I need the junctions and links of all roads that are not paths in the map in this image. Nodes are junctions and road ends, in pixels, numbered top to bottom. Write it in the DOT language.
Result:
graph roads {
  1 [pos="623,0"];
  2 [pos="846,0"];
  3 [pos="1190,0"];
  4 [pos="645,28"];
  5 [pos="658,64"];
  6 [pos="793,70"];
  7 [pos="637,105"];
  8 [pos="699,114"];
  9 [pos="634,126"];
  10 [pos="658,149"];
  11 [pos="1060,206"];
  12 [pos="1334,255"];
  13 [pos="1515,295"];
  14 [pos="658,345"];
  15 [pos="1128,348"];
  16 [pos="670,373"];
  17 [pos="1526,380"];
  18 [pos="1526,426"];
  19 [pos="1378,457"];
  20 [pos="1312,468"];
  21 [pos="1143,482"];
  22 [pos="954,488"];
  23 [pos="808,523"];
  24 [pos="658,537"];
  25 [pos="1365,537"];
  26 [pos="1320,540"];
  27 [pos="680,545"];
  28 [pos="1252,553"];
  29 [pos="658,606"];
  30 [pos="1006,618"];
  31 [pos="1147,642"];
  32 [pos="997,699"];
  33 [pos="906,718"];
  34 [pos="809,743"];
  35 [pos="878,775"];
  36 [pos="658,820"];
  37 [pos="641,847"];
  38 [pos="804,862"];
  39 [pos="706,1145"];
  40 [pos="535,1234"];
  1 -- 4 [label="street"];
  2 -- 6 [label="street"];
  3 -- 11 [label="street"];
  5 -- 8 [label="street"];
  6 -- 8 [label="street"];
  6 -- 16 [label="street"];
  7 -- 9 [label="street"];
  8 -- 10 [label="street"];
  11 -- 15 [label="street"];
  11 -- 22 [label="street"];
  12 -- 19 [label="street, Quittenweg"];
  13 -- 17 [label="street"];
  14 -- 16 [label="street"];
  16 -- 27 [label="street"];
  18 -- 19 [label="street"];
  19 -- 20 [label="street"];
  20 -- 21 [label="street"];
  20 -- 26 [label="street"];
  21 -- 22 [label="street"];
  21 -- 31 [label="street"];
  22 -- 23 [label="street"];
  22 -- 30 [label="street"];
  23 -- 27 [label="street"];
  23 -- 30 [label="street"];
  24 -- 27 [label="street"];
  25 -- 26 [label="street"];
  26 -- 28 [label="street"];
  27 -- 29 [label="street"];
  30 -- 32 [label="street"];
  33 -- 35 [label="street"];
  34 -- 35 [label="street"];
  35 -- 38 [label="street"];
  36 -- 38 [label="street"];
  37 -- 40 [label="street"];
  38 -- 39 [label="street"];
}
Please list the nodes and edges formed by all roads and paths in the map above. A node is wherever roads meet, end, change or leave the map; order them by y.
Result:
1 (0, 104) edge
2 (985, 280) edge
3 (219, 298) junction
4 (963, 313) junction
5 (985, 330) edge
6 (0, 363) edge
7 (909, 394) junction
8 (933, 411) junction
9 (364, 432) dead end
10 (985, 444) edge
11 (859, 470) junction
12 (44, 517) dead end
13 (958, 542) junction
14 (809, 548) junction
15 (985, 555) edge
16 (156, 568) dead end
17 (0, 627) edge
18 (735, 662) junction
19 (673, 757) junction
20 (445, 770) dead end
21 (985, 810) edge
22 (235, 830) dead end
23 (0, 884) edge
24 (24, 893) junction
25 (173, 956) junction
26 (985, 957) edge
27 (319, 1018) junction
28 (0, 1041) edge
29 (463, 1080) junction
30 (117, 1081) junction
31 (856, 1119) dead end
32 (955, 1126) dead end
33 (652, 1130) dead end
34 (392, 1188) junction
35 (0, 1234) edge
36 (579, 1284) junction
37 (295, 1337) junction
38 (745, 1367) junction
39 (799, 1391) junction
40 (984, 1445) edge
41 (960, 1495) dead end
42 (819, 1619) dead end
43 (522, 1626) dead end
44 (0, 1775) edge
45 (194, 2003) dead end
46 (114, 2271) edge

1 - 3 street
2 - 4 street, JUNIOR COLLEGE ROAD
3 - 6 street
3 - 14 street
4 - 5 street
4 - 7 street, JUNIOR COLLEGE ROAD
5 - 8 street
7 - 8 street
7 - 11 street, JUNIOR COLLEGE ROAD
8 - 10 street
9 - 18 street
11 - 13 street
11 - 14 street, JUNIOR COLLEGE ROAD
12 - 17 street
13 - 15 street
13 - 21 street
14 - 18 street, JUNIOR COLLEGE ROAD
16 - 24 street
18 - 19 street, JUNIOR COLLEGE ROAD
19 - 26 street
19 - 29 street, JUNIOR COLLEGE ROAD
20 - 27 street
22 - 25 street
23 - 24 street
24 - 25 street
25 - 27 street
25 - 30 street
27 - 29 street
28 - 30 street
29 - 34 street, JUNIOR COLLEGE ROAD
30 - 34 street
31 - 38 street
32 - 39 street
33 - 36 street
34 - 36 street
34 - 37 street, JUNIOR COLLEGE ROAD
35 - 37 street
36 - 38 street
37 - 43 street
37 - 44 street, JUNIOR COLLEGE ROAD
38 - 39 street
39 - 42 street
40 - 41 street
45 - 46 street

### Task to complete
Could you type out every entry again exactly as it stands?

### The answer
I need the junctions and links of all roads that are not paths in the map in this image. Nodes are junctions and road ends, in pixels, numbered top to bottom. Write it in the DOT language.
Result:
graph roads {
  1 [pos="623,0"];
  2 [pos="846,0"];
  3 [pos="1190,0"];
  4 [pos="645,28"];
  5 [pos="658,64"];
  6 [pos="793,70"];
  7 [pos="637,105"];
  8 [pos="699,114"];
  9 [pos="634,126"];
  10 [pos="658,149"];
  11 [pos="1060,206"];
  12 [pos="1334,255"];
  13 [pos="1515,295"];
  14 [pos="658,345"];
  15 [pos="1128,348"];
  16 [pos="670,373"];
  17 [pos="1526,380"];
  18 [pos="1526,426"];
  19 [pos="1378,457"];
  20 [pos="1312,468"];
  21 [pos="1143,482"];
  22 [pos="954,488"];
  23 [pos="808,523"];
  24 [pos="658,537"];
  25 [pos="1365,537"];
  26 [pos="1320,540"];
  27 [pos="680,545"];
  28 [pos="1252,553"];
  29 [pos="658,606"];
  30 [pos="1006,618"];
  31 [pos="1147,642"];
  32 [pos="997,699"];
  33 [pos="906,718"];
  34 [pos="809,743"];
  35 [pos="878,775"];
  36 [pos="658,820"];
  37 [pos="641,847"];
  38 [pos="804,862"];
  39 [pos="706,1145"];
  40 [pos="535,1234"];
  1 -- 4 [label="street"];
  2 -- 6 [label="street"];
  3 -- 11 [label="street"];
  5 -- 8 [label="street"];
  6 -- 8 [label="street"];
  6 -- 16 [label="street"];
  7 -- 9 [label="street"];
  8 -- 10 [label="street"];
  11 -- 15 [label="street"];
  11 -- 22 [label="street"];
  12 -- 19 [label="street, Quittenweg"];
  13 -- 17 [label="street"];
  14 -- 16 [label="street"];
  16 -- 27 [label="street"];
  18 -- 19 [label="street"];
  19 -- 20 [label="street"];
  20 -- 21 [label="street"];
  20 -- 26 [label="street"];
  21 -- 22 [label="street"];
  21 -- 31 [label="street"];
  22 -- 23 [label="street"];
  22 -- 30 [label="street"];
  23 -- 27 [label="street"];
  23 -- 30 [label="street"];
  24 -- 27 [label="street"];
  25 -- 26 [label="street"];
  26 -- 28 [label="street"];
  27 -- 29 [label="street"];
  30 -- 32 [label="street"];
  33 -- 35 [label="street"];
  34 -- 35 [label="street"];
  35 -- 38 [label="street"];
  36 -- 38 [label="street"];
  37 -- 40 [label="street"];
  38 -- 39 [label="street"];
}
Please list the nodes and edges formed by all roads and paths in the map above. A node is wherever roads meet, end, change or leave the map; order them by y.
Result:
1 (0, 104) edge
2 (985, 280) edge
3 (219, 298) junction
4 (963, 313) junction
5 (985, 330) edge
6 (0, 363) edge
7 (909, 394) junction
8 (933, 411) junction
9 (364, 432) dead end
10 (985, 444) edge
11 (859, 470) junction
12 (44, 517) dead end
13 (958, 542) junction
14 (809, 548) junction
15 (985, 555) edge
16 (156, 568) dead end
17 (0, 627) edge
18 (735, 662) junction
19 (673, 757) junction
20 (445, 770) dead end
21 (985, 810) edge
22 (235, 830) dead end
23 (0, 884) edge
24 (24, 893) junction
25 (173, 956) junction
26 (985, 957) edge
27 (319, 1018) junction
28 (0, 1041) edge
29 (463, 1080) junction
30 (117, 1081) junction
31 (856, 1119) dead end
32 (955, 1126) dead end
33 (652, 1130) dead end
34 (392, 1188) junction
35 (0, 1234) edge
36 (579, 1284) junction
37 (295, 1337) junction
38 (745, 1367) junction
39 (799, 1391) junction
40 (984, 1445) edge
41 (960, 1495) dead end
42 (819, 1619) dead end
43 (522, 1626) dead end
44 (0, 1775) edge
45 (194, 2003) dead end
46 (114, 2271) edge

1 - 3 street
2 - 4 street, JUNIOR COLLEGE ROAD
3 - 6 street
3 - 14 street
4 - 5 street
4 - 7 street, JUNIOR COLLEGE ROAD
5 - 8 street
7 - 8 street
7 - 11 street, JUNIOR COLLEGE ROAD
8 - 10 street
9 - 18 street
11 - 13 street
11 - 14 street, JUNIOR COLLEGE ROAD
12 - 17 street
13 - 15 street
13 - 21 street
14 - 18 street, JUNIOR COLLEGE ROAD
16 - 24 street
18 - 19 street, JUNIOR COLLEGE ROAD
19 - 26 street
19 - 29 street, JUNIOR COLLEGE ROAD
20 - 27 street
22 - 25 street
23 - 24 street
24 - 25 street
25 - 27 street
25 - 30 street
27 - 29 street
28 - 30 street
29 - 34 street, JUNIOR COLLEGE ROAD
30 - 34 street
31 - 38 street
32 - 39 street
33 - 36 street
34 - 36 street
34 - 37 street, JUNIOR COLLEGE ROAD
35 - 37 street
36 - 38 street
37 - 43 street
37 - 44 street, JUNIOR COLLEGE ROAD
38 - 39 street
39 - 42 street
40 - 41 street
45 - 46 street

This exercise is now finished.